Trente années durant, elle mènera la vie d’une lady vieillissante et respectable.

Surviennent la Révolution et l’exécution du roi.

La chevalière, ruinée, ne change rien à ses habitudes : elle est résignée.

Elle s’éteint à Londres le 21 mai 1810, dans sa quatre-vingt-troisième année.

Entouré de quinze témoins, un chirurgien examine le corps.

C’est celui d’un homme bien conformé.

Surpris dans le lit de la reine d’Angleterre.

Loin d’éclaircir le mystère, cette autopsie fait problème.

Pourquoi un homme actif, dynamique, ambitieux, comme l’était Charles, Geneviève, Louise, Auguste, Andrée, Thimothée de Beaumont, chevalier d’Eon, a-t-il voulu, puis accepté de passer près de quarante ans de sa vie dans un rôle de femme ?

Comment se fait-il que des médecins, en 1774, aient authentifié les dires du chevalier ? se sont-ils pliés à quelque impérieux devoir ?

Est-ce par raison d’Etat que Louis XV, puis Louis XVI ont refusé absolument que le chevalier retourne à une vie normale ?

Pourquoi, enfin, après la mort des deux monarques, d’Eon n’a-t-il pas jugé bon de rétablir la vérité sur son sexe ? autant de questions qui attendent une réponse. 

Devant le mutisme des historiens, force est bien de relever, dans les archives de l’Ancien Régime, la note suivante : si le chevalier n’obtint de rentrer en France qu’à la condition de porter des vêtements féminins, c’est afin d’ « assurer la tranquillité d’une auguste personne ».

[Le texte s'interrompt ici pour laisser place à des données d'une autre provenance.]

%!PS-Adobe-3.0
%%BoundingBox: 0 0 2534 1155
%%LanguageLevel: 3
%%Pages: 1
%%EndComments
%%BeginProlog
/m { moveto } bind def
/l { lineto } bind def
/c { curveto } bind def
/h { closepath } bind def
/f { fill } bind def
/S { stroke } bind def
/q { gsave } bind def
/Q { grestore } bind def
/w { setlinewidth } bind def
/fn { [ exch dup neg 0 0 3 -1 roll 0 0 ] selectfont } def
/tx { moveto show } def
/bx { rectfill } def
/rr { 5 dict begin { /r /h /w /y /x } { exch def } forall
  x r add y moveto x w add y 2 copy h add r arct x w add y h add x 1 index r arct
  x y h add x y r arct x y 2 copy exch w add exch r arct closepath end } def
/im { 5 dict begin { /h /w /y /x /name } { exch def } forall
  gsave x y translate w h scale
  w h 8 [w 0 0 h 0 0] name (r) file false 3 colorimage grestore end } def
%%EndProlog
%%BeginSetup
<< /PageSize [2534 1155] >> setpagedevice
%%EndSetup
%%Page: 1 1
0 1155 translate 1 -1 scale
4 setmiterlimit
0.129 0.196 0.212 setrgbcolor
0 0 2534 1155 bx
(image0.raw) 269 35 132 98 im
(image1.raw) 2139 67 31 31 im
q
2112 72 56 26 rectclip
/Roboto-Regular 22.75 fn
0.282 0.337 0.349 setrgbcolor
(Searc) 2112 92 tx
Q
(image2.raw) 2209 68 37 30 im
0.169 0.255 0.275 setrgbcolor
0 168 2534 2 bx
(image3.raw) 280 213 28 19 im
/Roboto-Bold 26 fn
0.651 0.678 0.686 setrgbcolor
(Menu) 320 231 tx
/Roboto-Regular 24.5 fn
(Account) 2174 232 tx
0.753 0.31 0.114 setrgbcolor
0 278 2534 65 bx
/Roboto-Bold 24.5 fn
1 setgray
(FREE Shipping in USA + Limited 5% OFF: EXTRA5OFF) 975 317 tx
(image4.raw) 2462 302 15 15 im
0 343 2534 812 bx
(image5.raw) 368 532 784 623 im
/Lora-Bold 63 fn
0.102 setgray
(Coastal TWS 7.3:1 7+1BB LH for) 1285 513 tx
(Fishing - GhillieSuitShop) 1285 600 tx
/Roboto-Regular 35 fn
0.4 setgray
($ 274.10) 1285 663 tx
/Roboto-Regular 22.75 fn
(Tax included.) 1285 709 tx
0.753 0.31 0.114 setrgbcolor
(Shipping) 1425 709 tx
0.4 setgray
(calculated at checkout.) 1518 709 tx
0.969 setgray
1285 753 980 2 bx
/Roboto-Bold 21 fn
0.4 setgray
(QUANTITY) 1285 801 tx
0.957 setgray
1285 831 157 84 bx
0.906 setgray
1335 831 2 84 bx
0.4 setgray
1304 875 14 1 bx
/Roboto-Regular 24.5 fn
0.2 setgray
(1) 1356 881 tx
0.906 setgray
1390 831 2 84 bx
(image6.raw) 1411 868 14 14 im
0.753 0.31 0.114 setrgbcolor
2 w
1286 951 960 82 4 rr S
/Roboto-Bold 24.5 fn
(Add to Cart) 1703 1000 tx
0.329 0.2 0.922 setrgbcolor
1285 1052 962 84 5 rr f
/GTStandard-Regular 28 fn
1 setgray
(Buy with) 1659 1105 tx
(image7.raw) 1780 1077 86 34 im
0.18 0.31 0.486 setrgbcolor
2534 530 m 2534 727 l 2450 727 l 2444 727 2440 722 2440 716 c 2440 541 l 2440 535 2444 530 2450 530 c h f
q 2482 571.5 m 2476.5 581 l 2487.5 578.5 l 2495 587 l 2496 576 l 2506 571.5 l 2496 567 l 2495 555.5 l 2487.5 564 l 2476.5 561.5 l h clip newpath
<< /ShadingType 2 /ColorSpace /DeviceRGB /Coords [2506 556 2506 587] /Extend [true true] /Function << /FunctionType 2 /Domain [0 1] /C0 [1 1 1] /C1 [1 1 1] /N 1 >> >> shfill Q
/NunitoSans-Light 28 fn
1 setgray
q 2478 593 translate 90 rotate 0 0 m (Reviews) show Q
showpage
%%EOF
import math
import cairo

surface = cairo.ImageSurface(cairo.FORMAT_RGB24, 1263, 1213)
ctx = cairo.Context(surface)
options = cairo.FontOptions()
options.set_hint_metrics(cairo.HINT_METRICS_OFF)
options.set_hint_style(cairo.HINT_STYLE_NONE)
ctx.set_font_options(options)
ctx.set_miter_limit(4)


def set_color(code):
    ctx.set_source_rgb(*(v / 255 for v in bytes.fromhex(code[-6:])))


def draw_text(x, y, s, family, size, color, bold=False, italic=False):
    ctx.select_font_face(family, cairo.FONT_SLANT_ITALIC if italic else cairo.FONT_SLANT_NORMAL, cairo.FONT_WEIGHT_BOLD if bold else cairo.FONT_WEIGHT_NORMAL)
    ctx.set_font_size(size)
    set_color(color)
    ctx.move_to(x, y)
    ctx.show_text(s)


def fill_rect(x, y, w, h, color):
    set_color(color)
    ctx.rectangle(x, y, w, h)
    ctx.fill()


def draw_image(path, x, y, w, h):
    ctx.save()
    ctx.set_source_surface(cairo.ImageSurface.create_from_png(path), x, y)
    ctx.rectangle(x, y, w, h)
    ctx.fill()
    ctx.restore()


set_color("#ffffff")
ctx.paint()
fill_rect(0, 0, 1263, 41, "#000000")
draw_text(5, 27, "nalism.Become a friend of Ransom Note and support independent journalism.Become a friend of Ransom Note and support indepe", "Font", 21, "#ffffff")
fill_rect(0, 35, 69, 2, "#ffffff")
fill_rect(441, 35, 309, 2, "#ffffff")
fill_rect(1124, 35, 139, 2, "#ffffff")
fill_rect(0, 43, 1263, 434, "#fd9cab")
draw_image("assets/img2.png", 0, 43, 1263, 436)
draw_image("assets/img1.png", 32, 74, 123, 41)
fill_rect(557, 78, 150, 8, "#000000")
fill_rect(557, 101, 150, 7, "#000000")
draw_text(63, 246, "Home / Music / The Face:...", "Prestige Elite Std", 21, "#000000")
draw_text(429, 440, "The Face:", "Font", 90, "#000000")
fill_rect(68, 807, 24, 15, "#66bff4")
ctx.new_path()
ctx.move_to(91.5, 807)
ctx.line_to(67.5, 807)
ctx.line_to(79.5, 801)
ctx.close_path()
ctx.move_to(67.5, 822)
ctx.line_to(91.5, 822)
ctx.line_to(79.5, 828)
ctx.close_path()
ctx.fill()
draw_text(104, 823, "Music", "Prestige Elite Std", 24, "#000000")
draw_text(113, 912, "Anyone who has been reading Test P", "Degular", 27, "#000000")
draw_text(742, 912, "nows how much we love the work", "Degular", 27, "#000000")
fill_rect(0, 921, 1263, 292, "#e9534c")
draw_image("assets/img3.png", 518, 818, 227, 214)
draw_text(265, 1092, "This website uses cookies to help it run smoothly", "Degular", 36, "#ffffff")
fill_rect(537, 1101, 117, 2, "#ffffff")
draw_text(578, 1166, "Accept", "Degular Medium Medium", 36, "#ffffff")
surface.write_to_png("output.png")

Se rendant à Saint-Pétersbourg en costume féminin, le chevalier rencontra en effet sur sa route Sophie Charlotte de Mecklembourg-Strelitz (1744-1818).

Cette dernière lui inspira une très vive affection.

Fut-il payé en retour ?

Tout ce qu’on peut dire, c’est que devenue l’épouse du roi d’Angleterre George III (1738-1820), la jeune femme ne cessa pas pour autant d’être sensible aux assiduités de son ami.

Le roi surprit même le chevalier dans la chambre de la reine, auprès du lit où dormait le prince de Galles !

Afin de dissiper les soupçons du souverain sur la légitimité de l’héritier, on lui assura que d’Eon était bien une femme. 

Les chancelleries auraient donc sacrifié le chevalier d’Eon à la raison d’Etat.

Avec l’assentiment partiel de celui-ci ? 

On peut l’admettre.

d’après René L. Louis, (1943).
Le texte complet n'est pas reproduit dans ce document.